Have you considered using an Eg-S focusing screen?


----------



## Cristiano (Oct 3, 2014)

Djaaf said:


> First thing to know is : What kind of chip is installed on the lens ?
> I installed a chip on my Samyang 14/2.8 and the focus confirm was completely out of whack from the start.
> But since it was a "programmable" chip (Dandelion v5, or something like that), I could make adjustements to the focus confirm in the chip. (For the dandelion, the manual can be found here : http://peleng8.com/pic/lens_adapter_programming_en_main.pdf)
> 
> ...



Hi Djaaf, after you wrote about the programmable chip I start my research on the internet and I found several manuals and I find myself having hard time understanding the procedure. I spent almost 4-5 hours reading and try and I also found a video on youtube but still didn't get it. I'm quite sure the chip is the Dandelion 2007 version, I've seen many photos on google. I bought this lens second hand that's why I don't know about the chip.
Do you think you can help me?



lintoni said:


> Have you considered using an Eg-S focusing screen?

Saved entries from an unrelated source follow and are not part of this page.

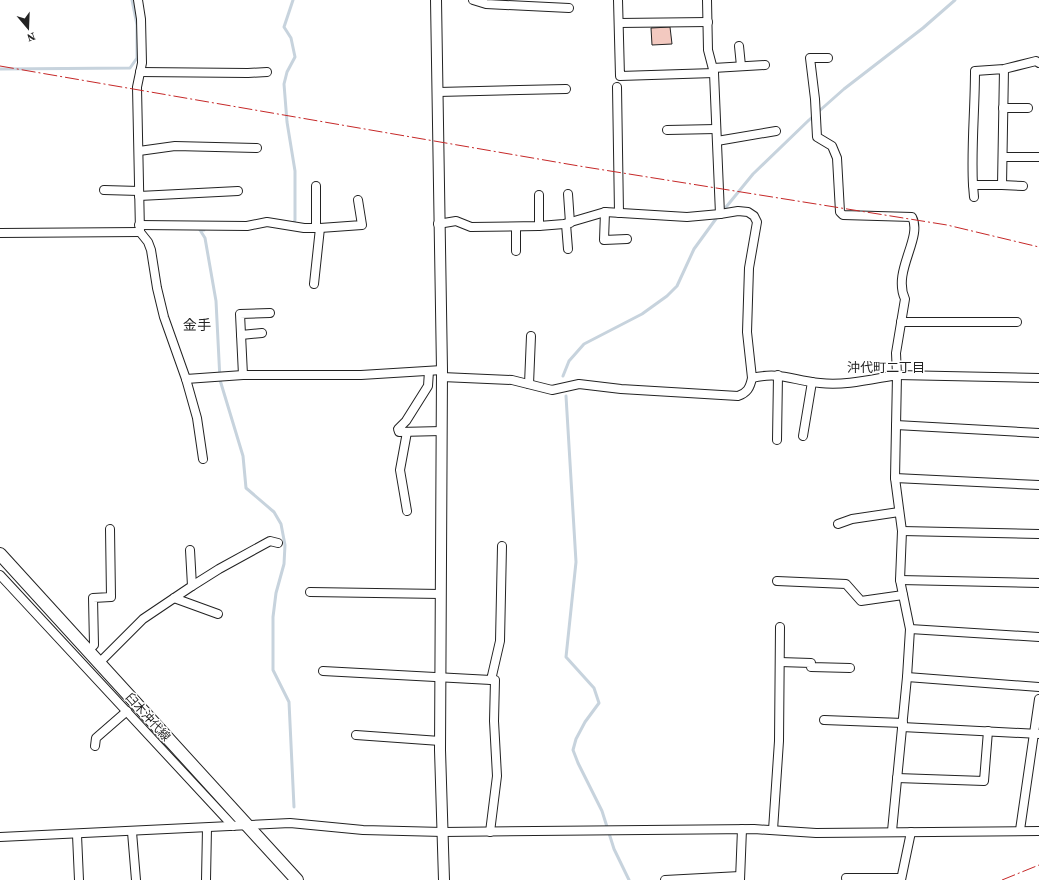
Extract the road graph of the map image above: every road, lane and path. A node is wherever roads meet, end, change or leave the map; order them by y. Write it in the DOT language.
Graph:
graph roads {
  1 [pos="138,0"];
  2 [pos="436,0"];
  3 [pos="473,0"];
  4 [pos="618,0"];
  5 [pos="707,0"];
  6 [pos="569,8"];
  7 [pos="708,22"];
  8 [pos="619,23"];
  9 [pos="739,46"];
  10 [pos="828,58"];
  11 [pos="1039,63"];
  12 [pos="765,65"];
  13 [pos="741,66"];
  14 [pos="1004,69"];
  15 [pos="713,71"];
  16 [pos="140,72"];
  17 [pos="267,72"];
  18 [pos="617,87"];
  19 [pos="566,89"];
  20 [pos="438,92"];
  21 [pos="1003,108"];
  22 [pos="1028,108"];
  23 [pos="716,129"];
  24 [pos="667,130"];
  25 [pos="776,131"];
  26 [pos="717,141"];
  27 [pos="258,148"];
  28 [pos="139,151"];
  29 [pos="1002,157"];
  30 [pos="1039,157"];
  31 [pos="973,185"];
  32 [pos="1002,185"];
  33 [pos="316,186"];
  34 [pos="1023,186"];
  35 [pos="104,190"];
  36 [pos="238,191"];
  37 [pos="139,194"];
  38 [pos="568,194"];
  39 [pos="539,195"];
  40 [pos="974,197"];
  41 [pos="358,200"];
  42 [pos="605,212"];
  43 [pos="619,213"];
  44 [pos="720,214"];
  45 [pos="568,223"];
  46 [pos="438,224"];
  47 [pos="539,226"];
  48 [pos="140,228"];
  49 [pos="318,228"];
  50 [pos="516,228"];
  51 [pos="0,233"];
  52 [pos="627,240"];
  53 [pos="568,249"];
  54 [pos="516,251"];
  55 [pos="314,284"];
  56 [pos="270,313"];
  57 [pos="901,322"];
  58 [pos="1017,322"];
  59 [pos="262,333"];
  60 [pos="241,335"];
  61 [pos="531,336"];
  62 [pos="429,371"];
  63 [pos="442,374"];
  64 [pos="243,375"];
  65 [pos="778,375"];
  66 [pos="897,375"];
  67 [pos="752,378"];
  68 [pos="1039,378"];
  69 [pos="186,379"];
  70 [pos="812,382"];
  71 [pos="529,384"];
  72 [pos="896,425"];
  73 [pos="442,431"];
  74 [pos="407,432"];
  75 [pos="1039,433"];
  76 [pos="803,436"];
  77 [pos="777,440"];
  78 [pos="203,459"];
  79 [pos="895,478"];
  80 [pos="1039,486"];
  81 [pos="407,511"];
  82 [pos="899,512"];
  83 [pos="838,524"];
  84 [pos="110,529"];
  85 [pos="902,532"];
  86 [pos="1039,534"];
  87 [pos="278,543"];
  88 [pos="502,546"];
  89 [pos="190,550"];
  90 [pos="0,554"];
  91 [pos="0,575"];
  92 [pos="900,580"];
  93 [pos="777,581"];
  94 [pos="1039,583"];
  95 [pos="192,586"];
  96 [pos="310,592"];
  97 [pos="441,594"];
  98 [pos="903,595"];
  99 [pos="174,598"];
  100 [pos="218,614"];
  101 [pos="780,627"];
  102 [pos="910,629"];
  103 [pos="1039,637"];
  104 [pos="88,651"];
  105 [pos="780,662"];
  106 [pos="99,663"];
  107 [pos="850,668"];
  108 [pos="323,671"];
  109 [pos="907,677"];
  110 [pos="441,678"];
  111 [pos="491,680"];
  112 [pos="1039,687"];
  113 [pos="1039,699"];
  114 [pos="127,711"];
  115 [pos="824,720"];
  116 [pos="902,725"];
  117 [pos="988,731"];
  118 [pos="1037,734"];
  119 [pos="356,735"];
  120 [pos="440,741"];
  121 [pos="95,746"];
  122 [pos="897,778"];
  123 [pos="247,825"];
  124 [pos="233,826"];
  125 [pos="206,828"];
  126 [pos="742,829"];
  127 [pos="773,830"];
  128 [pos="1020,830"];
  129 [pos="892,831"];
  130 [pos="1039,831"];
  131 [pos="132,832"];
  132 [pos="443,832"];
  133 [pos="490,832"];
  134 [pos="911,832"];
  135 [pos="77,835"];
  136 [pos="0,837"];
  137 [pos="740,878"];
  138 [pos="846,878"];
  139 [pos="901,879"];
  140 [pos="79,880"];
  141 [pos="136,880"];
  142 [pos="206,880"];
  143 [pos="297,880"];
  144 [pos="444,880"];
  145 [pos="665,880"];
  1 -- 16 [label="street"];
  2 -- 20 [label="street"];
  3 -- 6 [label="street"];
  4 -- 8 [label="street"];
  5 -- 7 [label="street"];
  7 -- 8 [label="street"];
  7 -- 15 [label="street"];
  8 -- 15 [label="street"];
  9 -- 13 [label="street"];
  10 -- 57 [label="street"];
  11 -- 14 [label="street"];
  12 -- 13 [label="street"];
  13 -- 15 [label="street"];
  14 -- 21 [label="street"];
  14 -- 31 [label="street"];
  15 -- 23 [label="street"];
  16 -- 17 [label="street"];
  16 -- 28 [label="street"];
  18 -- 43 [label="street"];
  19 -- 20 [label="street"];
  20 -- 46 [label="street"];
  21 -- 22 [label="street"];
  21 -- 29 [label="street"];
  23 -- 24 [label="street"];
  23 -- 26 [label="street"];
  25 -- 26 [label="street"];
  26 -- 44 [label="street"];
  27 -- 28 [label="street"];
  28 -- 37 [label="street"];
  29 -- 30 [label="street"];
  29 -- 32 [label="street"];
  31 -- 32 [label="street"];
  31 -- 40 [label="street"];
  32 -- 34 [label="street"];
  33 -- 49 [label="street"];
  35 -- 37 [label="street"];
  36 -- 37 [label="street"];
  37 -- 48 [label="street"];
  38 -- 45 [label="street"];
  39 -- 47 [label="street"];
  41 -- 49 [label="street"];
  42 -- 43 [label="street"];
  42 -- 45 [label="street"];
  42 -- 52 [label="street"];
  43 -- 44 [label="street"];
  44 -- 67 [label="street"];
  45 -- 47 [label="street"];
  45 -- 53 [label="street"];
  46 -- 50 [label="street"];
  46 -- 63 [label="street"];
  47 -- 50 [label="street"];
  48 -- 49 [label="street"];
  48 -- 51 [label="street"];
  48 -- 69 [label="street"];
  49 -- 55 [label="street"];
  50 -- 54 [label="street"];
  56 -- 60 [label="street"];
  57 -- 58 [label="street"];
  57 -- 66 [label="street"];
  59 -- 60 [label="street"];
  60 -- 64 [label="street"];
  61 -- 71 [label="street"];
  62 -- 63 [label="street"];
  62 -- 64 [label="street"];
  62 -- 74 [label="street"];
  63 -- 71 [label="street"];
  63 -- 73 [label="street"];
  64 -- 69 [label="street"];
  65 -- 67 [label="street"];
  65 -- 70 [label="street"];
  65 -- 77 [label="street"];
  66 -- 68 [label="street"];
  66 -- 70 [label="street"];
  66 -- 72 [label="street"];
  67 -- 71 [label="street"];
  69 -- 78 [label="street"];
  70 -- 76 [label="street"];
  72 -- 75 [label="street"];
  72 -- 79 [label="street"];
  73 -- 74 [label="street"];
  73 -- 97 [label="street"];
  74 -- 81 [label="street"];
  79 -- 80 [label="street"];
  79 -- 82 [label="street"];
  82 -- 83 [label="street"];
  82 -- 85 [label="street"];
  84 -- 104 [label="street"];
  85 -- 86 [label="street"];
  85 -- 92 [label="street"];
  87 -- 95 [label="street"];
  88 -- 111 [label="street"];
  89 -- 95 [label="street"];
  90 -- 104 [label="main road, 臼木沖代線"];
  91 -- 114 [label="street"];
  92 -- 94 [label="street"];
  92 -- 98 [label="street"];
  93 -- 98 [label="street"];
  95 -- 99 [label="street"];
  96 -- 97 [label="street"];
  97 -- 110 [label="street"];
  98 -- 102 [label="street"];
  99 -- 100 [label="street"];
  99 -- 106 [label="street"];
  101 -- 105 [label="street"];
  102 -- 103 [label="street"];
  102 -- 109 [label="street"];
  104 -- 106 [label="main road, 臼木沖代線"];
  105 -- 107 [label="street"];
  105 -- 127 [label="street"];
  106 -- 123 [label="main road, 臼木沖代線"];
  108 -- 110 [label="street"];
  109 -- 112 [label="street"];
  109 -- 116 [label="street"];
  110 -- 111 [label="street"];
  110 -- 120 [label="street"];
  111 -- 133 [label="street"];
  113 -- 118 [label="street"];
  114 -- 121 [label="street"];
  114 -- 124 [label="street"];
  115 -- 116 [label="street"];
  116 -- 117 [label="street"];
  116 -- 122 [label="street"];
  117 -- 118 [label="street"];
  117 -- 122 [label="street"];
  118 -- 128 [label="street"];
  119 -- 120 [label="street"];
  120 -- 132 [label="street"];
  122 -- 129 [label="street"];
  123 -- 124 [label="street"];
  123 -- 132 [label="street"];
  123 -- 143 [label="main road, 臼木沖代線"];
  124 -- 125 [label="street"];
  125 -- 131 [label="street"];
  125 -- 142 [label="street"];
  126 -- 127 [label="street"];
  126 -- 133 [label="street"];
  126 -- 137 [label="street"];
  127 -- 129 [label="street"];
  128 -- 130 [label="street"];
  128 -- 134 [label="street"];
  129 -- 134 [label="street"];
  131 -- 135 [label="street"];
  131 -- 141 [label="street"];
  132 -- 133 [label="street"];
  132 -- 144 [label="street"];
  134 -- 139 [label="street"];
  135 -- 136 [label="street"];
  135 -- 140 [label="street"];
  137 -- 145 [label="street"];
  138 -- 139 [label="street"];
}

Hi lintoni, I've considered that option but I did my research online and it's seems like you still have trouble focusing even with the Eg-S focusing screen.


----------



## Djaaf (Oct 3, 2014)

Not sure how much i can do through PM or the forum, but i'm willing to try.  

There are quite a few different models of chip out there, so you'll need to be sure to get the right instructions. 
For mine, entering programming mode was acrobatic (Set manual mode, 13sec exposure, get AF confirm, unlock the lens mount while shutter button still half-pressed, lock again, get AF again and press the shutter... So much fun to be had... ). I had to try a bunch of times before getting it right. 

Send me the instruction sheet you're trying to use and we'll see if you missed something. (The english used on these instruction sheets is somewhat creative with the language and if you're a native speaker it may be harder on you than on people like me. We're used to bad english in France, that's the one most of us speak.  )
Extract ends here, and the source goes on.